Les All Saints ont toujours été, dans les souvenirs des ados des 90s, la version indie, cool et mieux lookée (rappelons que le treillis était un basique de garde-robe à l'époque) des Spice Girls. Leur musique, plus chill, moins pétaradante que leurs consoeurs délurées, était inspirée par le renouveau r'n'b qui s'opérait alors sur les radios britanniques à la fin de cette décennie qui n'avait pas connu les internets. Avec leurs ballades aux harmonies parfaites ("Never Ever"), leurs tubes ancrés dans le zeitgeist ("Bootie Call"), leurs reprises roublardes ("Under The Bridge") et leur fantastique épisode William Orbit ("Pure Shores"), Natalie, Melanie, Shaznay et Nicole ont régné, certes furtivement et discrètement, sur les charts et dans les petits coeurs des fans de pop. Mais surtout, plus encore qu'Aaliyah ou les Destiny's Child, elles ont démocratisé une certaine idée de la modernité pop à venir dans le paysage musical anglo-saxon de cette fin de siècle.

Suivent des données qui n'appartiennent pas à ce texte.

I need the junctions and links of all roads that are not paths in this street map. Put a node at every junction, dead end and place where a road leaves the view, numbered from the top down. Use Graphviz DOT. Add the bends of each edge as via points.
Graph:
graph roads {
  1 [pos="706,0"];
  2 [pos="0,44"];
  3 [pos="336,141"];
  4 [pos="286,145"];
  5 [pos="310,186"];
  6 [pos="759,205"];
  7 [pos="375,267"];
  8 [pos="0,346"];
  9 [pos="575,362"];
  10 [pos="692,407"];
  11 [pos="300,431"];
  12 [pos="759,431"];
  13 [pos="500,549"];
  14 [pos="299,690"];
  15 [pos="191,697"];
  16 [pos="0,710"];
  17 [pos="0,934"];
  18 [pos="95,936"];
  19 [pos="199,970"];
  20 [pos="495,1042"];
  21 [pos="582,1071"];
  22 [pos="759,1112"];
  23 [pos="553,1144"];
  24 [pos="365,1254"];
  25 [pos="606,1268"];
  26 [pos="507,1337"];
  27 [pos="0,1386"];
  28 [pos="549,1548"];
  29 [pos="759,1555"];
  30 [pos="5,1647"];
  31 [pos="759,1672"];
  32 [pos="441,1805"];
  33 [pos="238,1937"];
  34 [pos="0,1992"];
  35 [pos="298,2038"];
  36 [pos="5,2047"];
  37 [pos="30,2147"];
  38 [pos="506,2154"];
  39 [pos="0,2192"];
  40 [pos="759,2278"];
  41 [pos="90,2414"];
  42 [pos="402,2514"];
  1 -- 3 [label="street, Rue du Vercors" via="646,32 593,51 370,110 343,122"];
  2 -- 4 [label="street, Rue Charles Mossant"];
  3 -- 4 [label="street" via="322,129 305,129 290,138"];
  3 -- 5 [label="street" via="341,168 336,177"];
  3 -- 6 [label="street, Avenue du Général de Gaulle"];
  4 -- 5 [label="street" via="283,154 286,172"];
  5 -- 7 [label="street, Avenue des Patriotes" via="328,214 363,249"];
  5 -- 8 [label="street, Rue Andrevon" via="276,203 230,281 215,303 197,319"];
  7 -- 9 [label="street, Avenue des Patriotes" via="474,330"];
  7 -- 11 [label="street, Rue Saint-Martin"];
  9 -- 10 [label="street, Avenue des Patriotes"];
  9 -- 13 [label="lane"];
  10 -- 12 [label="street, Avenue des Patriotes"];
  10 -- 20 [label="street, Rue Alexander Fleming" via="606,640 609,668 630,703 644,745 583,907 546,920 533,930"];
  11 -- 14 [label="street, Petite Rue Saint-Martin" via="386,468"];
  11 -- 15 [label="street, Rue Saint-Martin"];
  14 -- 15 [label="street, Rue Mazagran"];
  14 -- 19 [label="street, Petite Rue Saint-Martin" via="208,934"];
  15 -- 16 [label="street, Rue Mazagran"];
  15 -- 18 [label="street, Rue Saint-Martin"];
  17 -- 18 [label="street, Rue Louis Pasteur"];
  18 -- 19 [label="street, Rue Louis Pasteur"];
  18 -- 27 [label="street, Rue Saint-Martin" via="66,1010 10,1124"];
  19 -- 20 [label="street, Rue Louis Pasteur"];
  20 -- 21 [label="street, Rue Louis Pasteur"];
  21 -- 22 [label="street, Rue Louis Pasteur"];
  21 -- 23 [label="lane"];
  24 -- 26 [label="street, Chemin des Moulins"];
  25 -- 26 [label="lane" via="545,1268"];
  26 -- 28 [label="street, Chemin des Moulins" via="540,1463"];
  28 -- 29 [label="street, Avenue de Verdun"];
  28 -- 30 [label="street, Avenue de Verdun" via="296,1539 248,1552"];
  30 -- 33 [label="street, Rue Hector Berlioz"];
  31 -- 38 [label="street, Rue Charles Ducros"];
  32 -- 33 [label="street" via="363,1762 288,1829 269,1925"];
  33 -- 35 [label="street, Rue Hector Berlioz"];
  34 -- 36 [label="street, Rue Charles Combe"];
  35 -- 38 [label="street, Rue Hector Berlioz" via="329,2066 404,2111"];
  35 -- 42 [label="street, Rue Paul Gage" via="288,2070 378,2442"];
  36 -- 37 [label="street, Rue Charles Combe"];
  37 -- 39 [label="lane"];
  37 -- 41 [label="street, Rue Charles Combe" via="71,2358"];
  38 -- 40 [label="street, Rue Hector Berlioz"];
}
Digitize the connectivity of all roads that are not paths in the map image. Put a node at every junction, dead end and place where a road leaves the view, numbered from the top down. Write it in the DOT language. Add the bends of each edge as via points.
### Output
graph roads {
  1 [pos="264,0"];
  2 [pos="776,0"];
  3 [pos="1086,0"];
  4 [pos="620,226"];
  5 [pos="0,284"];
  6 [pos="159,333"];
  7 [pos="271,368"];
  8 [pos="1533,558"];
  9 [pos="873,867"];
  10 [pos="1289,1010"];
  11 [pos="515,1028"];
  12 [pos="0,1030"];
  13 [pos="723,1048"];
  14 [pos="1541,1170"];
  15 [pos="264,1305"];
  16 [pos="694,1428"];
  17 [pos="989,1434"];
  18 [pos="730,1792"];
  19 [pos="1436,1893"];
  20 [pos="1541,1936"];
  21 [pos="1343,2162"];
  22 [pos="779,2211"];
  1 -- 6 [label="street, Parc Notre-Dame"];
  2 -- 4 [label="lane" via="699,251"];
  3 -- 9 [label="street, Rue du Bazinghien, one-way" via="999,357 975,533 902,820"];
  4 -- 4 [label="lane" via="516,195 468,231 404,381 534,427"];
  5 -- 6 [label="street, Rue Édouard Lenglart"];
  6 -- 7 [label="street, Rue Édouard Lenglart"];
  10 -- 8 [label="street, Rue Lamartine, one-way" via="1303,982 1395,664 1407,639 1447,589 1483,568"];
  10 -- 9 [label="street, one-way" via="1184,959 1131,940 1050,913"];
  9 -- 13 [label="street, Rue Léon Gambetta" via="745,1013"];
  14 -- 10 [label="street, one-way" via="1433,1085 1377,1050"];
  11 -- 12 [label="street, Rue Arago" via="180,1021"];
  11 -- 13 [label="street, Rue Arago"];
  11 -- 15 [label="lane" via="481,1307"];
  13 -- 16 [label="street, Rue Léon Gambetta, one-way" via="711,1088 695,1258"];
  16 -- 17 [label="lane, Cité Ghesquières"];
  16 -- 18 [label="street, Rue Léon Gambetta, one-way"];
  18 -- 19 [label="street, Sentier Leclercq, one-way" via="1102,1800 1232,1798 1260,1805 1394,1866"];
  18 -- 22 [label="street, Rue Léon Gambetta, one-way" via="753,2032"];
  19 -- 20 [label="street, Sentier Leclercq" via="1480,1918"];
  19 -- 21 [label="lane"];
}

Et alors que plus grand monde ne les attendait vraiment, les filles reviennent aujourd'hui comme si 16 ans ne s'étaient pas écoulés entre leur dernier carton mondial ("Pure Shores") et l'ère moody pop tropicale pénible que l'on subit actuellement. "One Strike", une breakup song d'une douceur et d'une subtilité sans pareil, colle bizarrement aux envies du moment, comme si leurs mélodies impeccables (dont elles n'ont visiblement pas perdu la recette) avaient cruellement manqué à nos playlists jusqu'à maintenant. Grâce à ce comeback inespéré, une nouvelle génération pourrait même découvrir qu'à une époque pas si lointaine, la pop britannique, avant Adele, les hymnes de stade de Coldplay et les chanteurs folk assommants, était au centre de la carte du cool, et qu'elle est encore capable du meilleur.